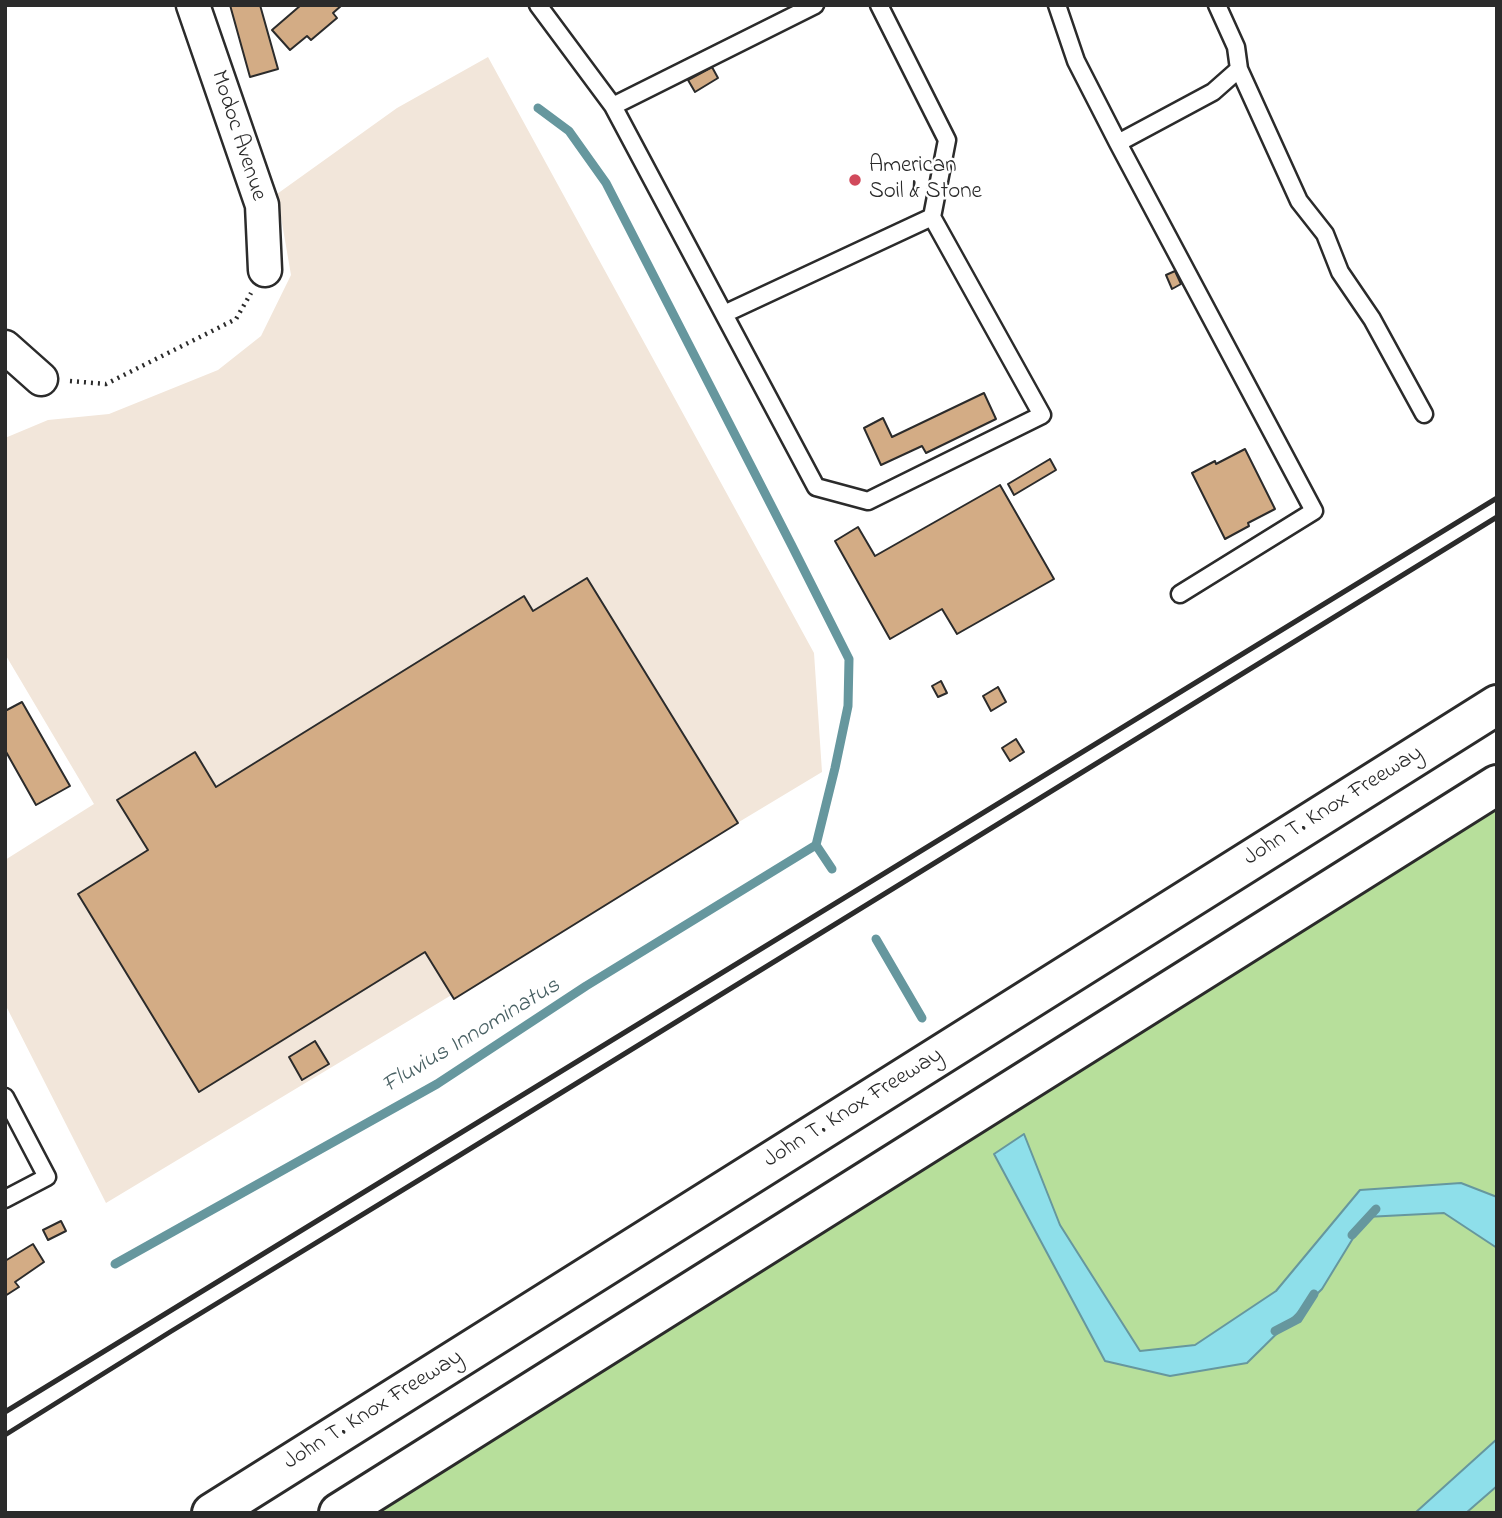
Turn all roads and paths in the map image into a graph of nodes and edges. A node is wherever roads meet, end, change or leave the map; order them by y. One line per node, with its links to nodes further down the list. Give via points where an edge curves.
1 (193, 5): 11 (street, Modoc Avenue, via 262,205)
2 (538, 5): 8 (lane)
3 (815, 5): 8 (lane)
4 (879, 5): 10 (lane, via 947,140)
5 (1057, 5): 9 (lane, via 1076,61)
6 (1217, 5): 7 (lane, via 1236,47)
7 (1238, 69): 9 (lane, via 1213,92); 15 (lane, via 1299,201 1325,234 1340,272 1372,319)
8 (613, 106): 12 (lane)
9 (1118, 144): 16 (lane, via 1314,511)
10 (932, 217): 12 (lane); 12 (lane, via 1042,415 868,501 816,487)
11 (264, 270): 14 (path, via 236,319 106,384)
12 (724, 314)
13 (5, 347): 14 (street)
14 (41, 379)
15 (1424, 414)
16 (1180, 594)
17 (1497, 705): 21 (highway, John T. Knox Freeway)
18 (1497, 785): 22 (highway)
19 (5, 1097): 20 (lane, via 47,1177)
20 (5, 1199)
21 (212, 1513)
22 (339, 1513)

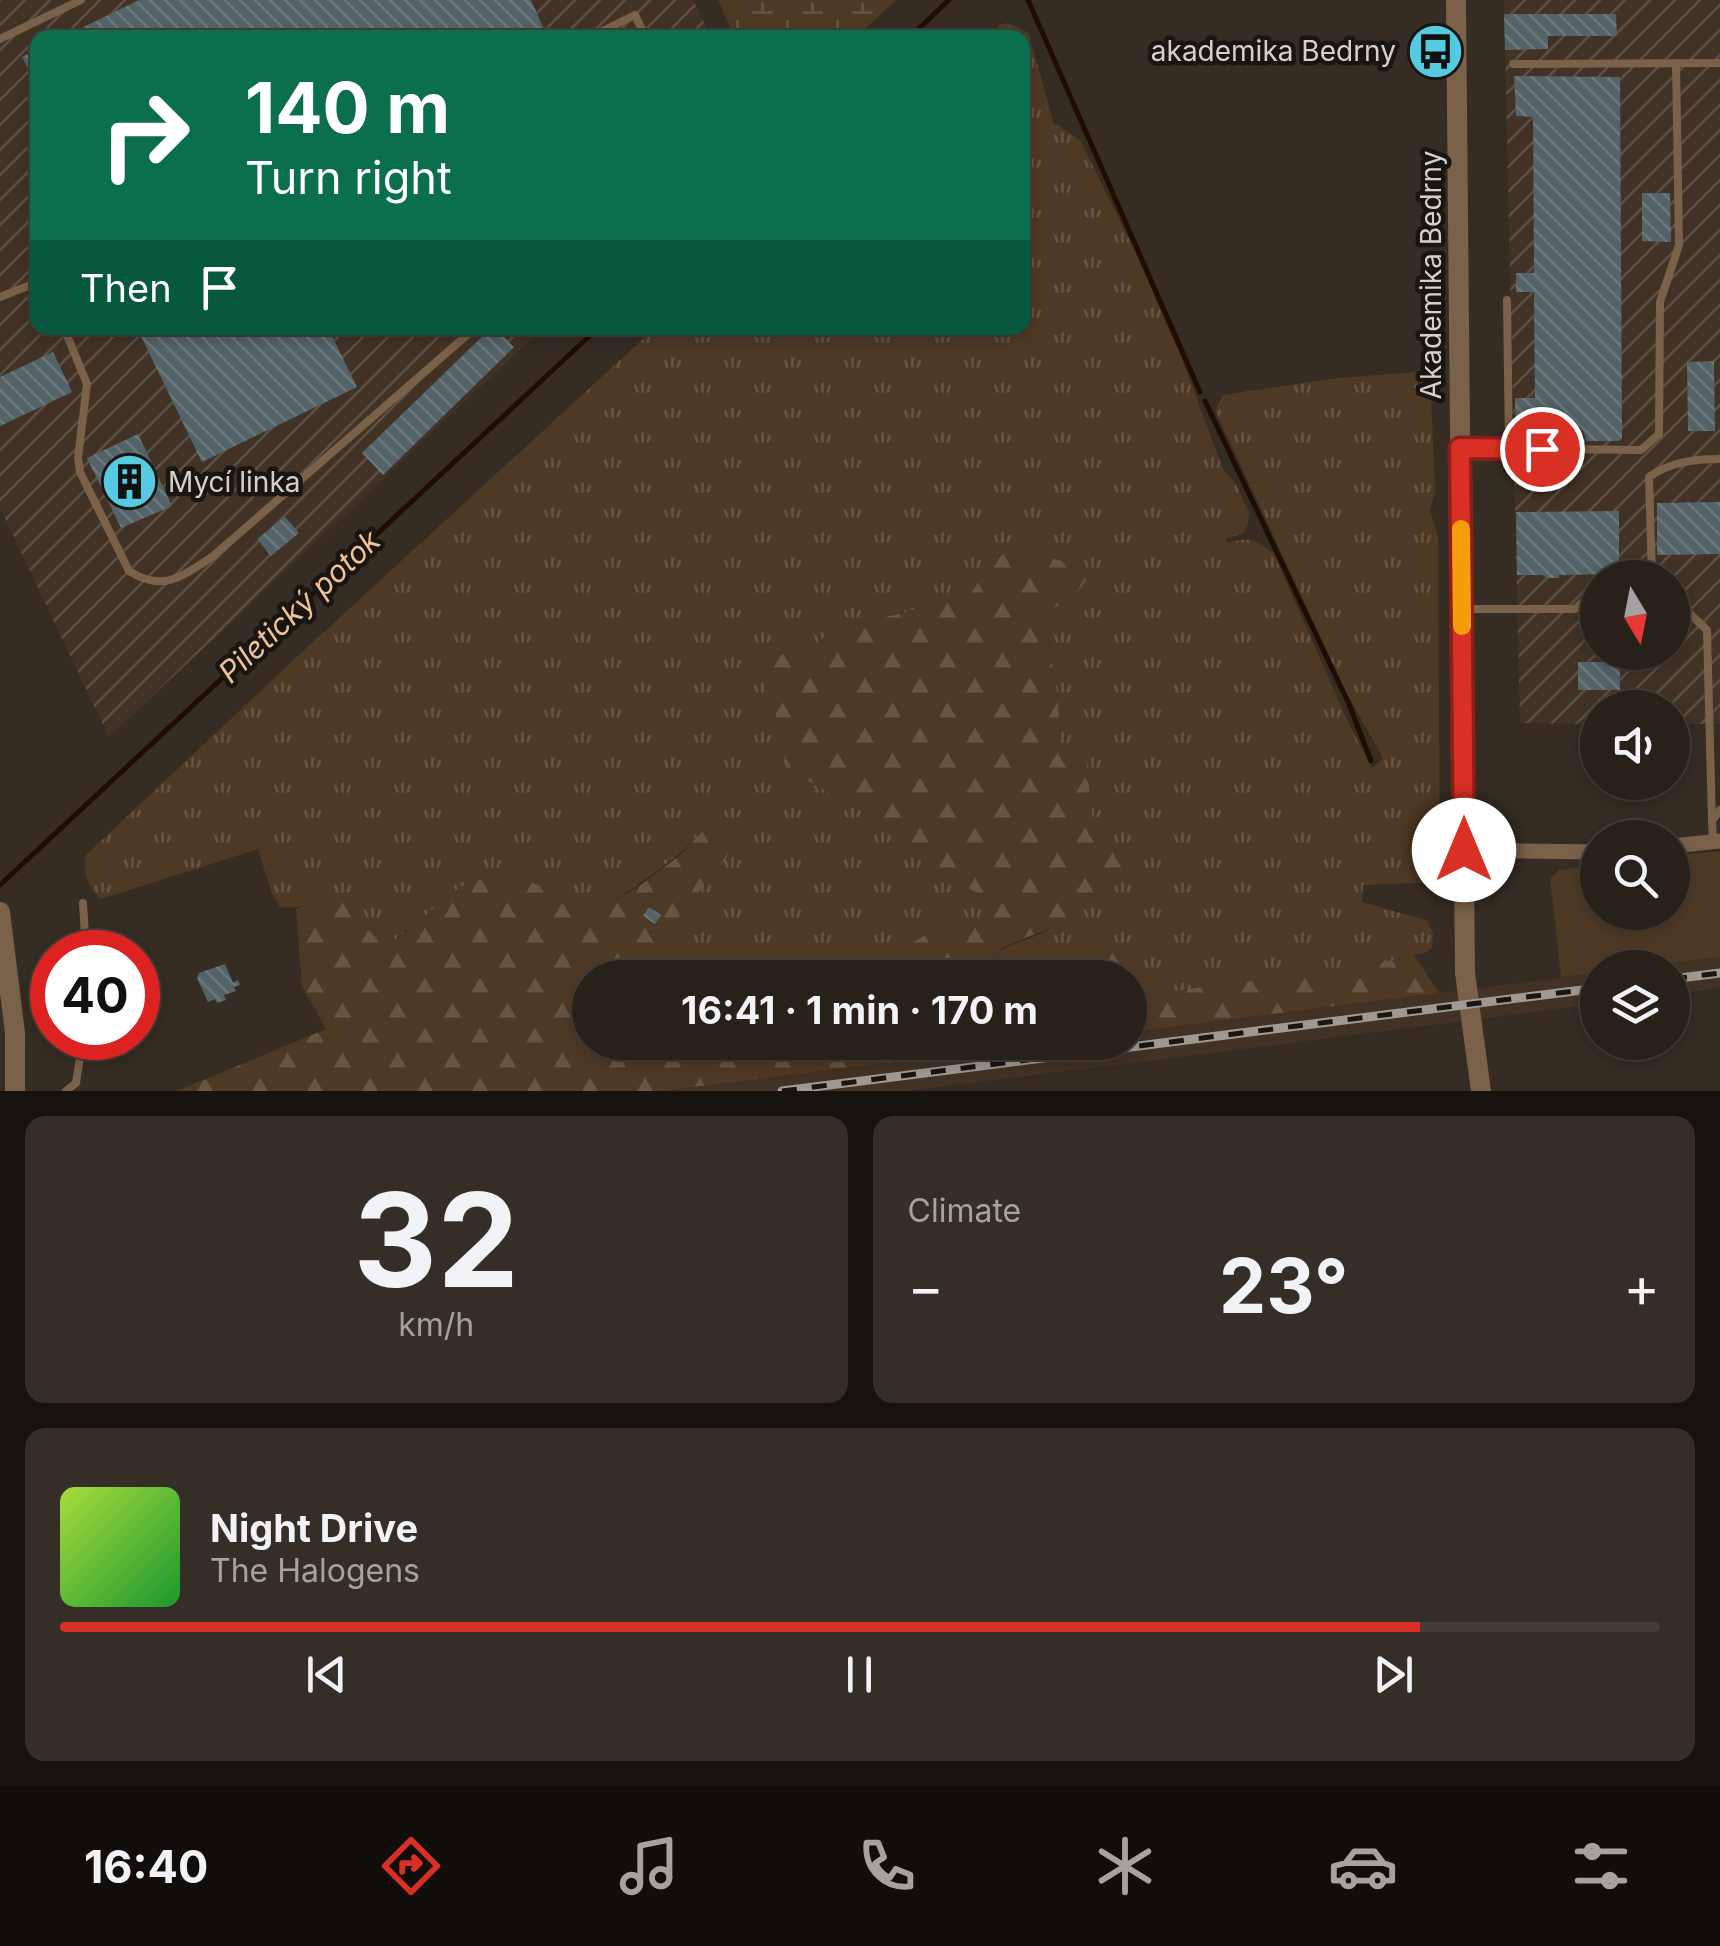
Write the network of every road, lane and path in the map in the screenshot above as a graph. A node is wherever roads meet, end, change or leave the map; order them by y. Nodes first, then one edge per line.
1 (81, 0) edge
2 (1456, 0) edge
3 (604, 30) edge
4 (642, 30) edge
5 (0, 39) edge
6 (1676, 63) junction
7 (1720, 63) edge
8 (1512, 64) dead end
9 (30, 285) edge
10 (0, 297) edge
11 (1507, 300) dead end
12 (67, 335) edge
13 (467, 335) edge
14 (1460, 448) junction
15 (1509, 449) junction
16 (1720, 459) edge
17 (1651, 560) edge
18 (1580, 604) edge
19 (1462, 608) junction
20 (1690, 614) edge
21 (1720, 810) edge
22 (1712, 820) junction
23 (1716, 841) edge
24 (1690, 844) edge
25 (1464, 850) junction
26 (1580, 852) edge
27 (83, 902) dead end
28 (2, 918) edge
29 (85, 930) edge
30 (80, 1060) edge
31 (15, 1091) edge
32 (66, 1091) edge
33 (1482, 1091) edge

1 - 5 lane
2 - 14 street, Akademika Bedrny
3 - 4 lane
6 - 7 lane
6 - 8 lane
6 - 15 lane
9 - 10 lane
11 - 15 lane
12 - 13 lane
14 - 15 lane
14 - 19 street, Akademika Bedrny
16 - 17 lane
18 - 19 lane
19 - 25 street, Akademika Bedrny
20 - 22 lane
21 - 22 lane
22 - 23 lane
23 - 24 street
25 - 26 street
25 - 33 street, Akademika Bedrny
27 - 29 lane
28 - 31 street
30 - 32 lane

━━━━━━

▸ Requirement
Print verbatim every line above, apart from the pictures.

▸ Task response
Turn all roads and paths in the map image into a graph of nodes and edges. A node is wherever roads meet, end, change or leave the map; order them by y. One line per node, with its links to nodes further down the list. Give via points where an edge curves.
1 (193, 5): 11 (street, Modoc Avenue, via 262,205)
2 (538, 5): 8 (lane)
3 (815, 5): 8 (lane)
4 (879, 5): 10 (lane, via 947,140)
5 (1057, 5): 9 (lane, via 1076,61)
6 (1217, 5): 7 (lane, via 1236,47)
7 (1238, 69): 9 (lane, via 1213,92); 15 (lane, via 1299,201 1325,234 1340,272 1372,319)
8 (613, 106): 12 (lane)
9 (1118, 144): 16 (lane, via 1314,511)
10 (932, 217): 12 (lane); 12 (lane, via 1042,415 868,501 816,487)
11 (264, 270): 14 (path, via 236,319 106,384)
12 (724, 314)
13 (5, 347): 14 (street)
14 (41, 379)
15 (1424, 414)
16 (1180, 594)
17 (1497, 705): 21 (highway, John T. Knox Freeway)
18 (1497, 785): 22 (highway)
19 (5, 1097): 20 (lane, via 47,1177)
20 (5, 1199)
21 (212, 1513)
22 (339, 1513)

Write the network of every road, lane and path in the map in the screenshot above as a graph. A node is wherever roads meet, end, change or leave the map; order them by y. Nodes first, then one edge per line.
1 (81, 0) edge
2 (1456, 0) edge
3 (604, 30) edge
4 (642, 30) edge
5 (0, 39) edge
6 (1676, 63) junction
7 (1720, 63) edge
8 (1512, 64) dead end
9 (30, 285) edge
10 (0, 297) edge
11 (1507, 300) dead end
12 (67, 335) edge
13 (467, 335) edge
14 (1460, 448) junction
15 (1509, 449) junction
16 (1720, 459) edge
17 (1651, 560) edge
18 (1580, 604) edge
19 (1462, 608) junction
20 (1690, 614) edge
21 (1720, 810) edge
22 (1712, 820) junction
23 (1716, 841) edge
24 (1690, 844) edge
25 (1464, 850) junction
26 (1580, 852) edge
27 (83, 902) dead end
28 (2, 918) edge
29 (85, 930) edge
30 (80, 1060) edge
31 (15, 1091) edge
32 (66, 1091) edge
33 (1482, 1091) edge

1 - 5 lane
2 - 14 street, Akademika Bedrny
3 - 4 lane
6 - 7 lane
6 - 8 lane
6 - 15 lane
9 - 10 lane
11 - 15 lane
12 - 13 lane
14 - 15 lane
14 - 19 street, Akademika Bedrny
16 - 17 lane
18 - 19 lane
19 - 25 street, Akademika Bedrny
20 - 22 lane
21 - 22 lane
22 - 23 lane
23 - 24 street
25 - 26 street
25 - 33 street, Akademika Bedrny
27 - 29 lane
28 - 31 street
30 - 32 lane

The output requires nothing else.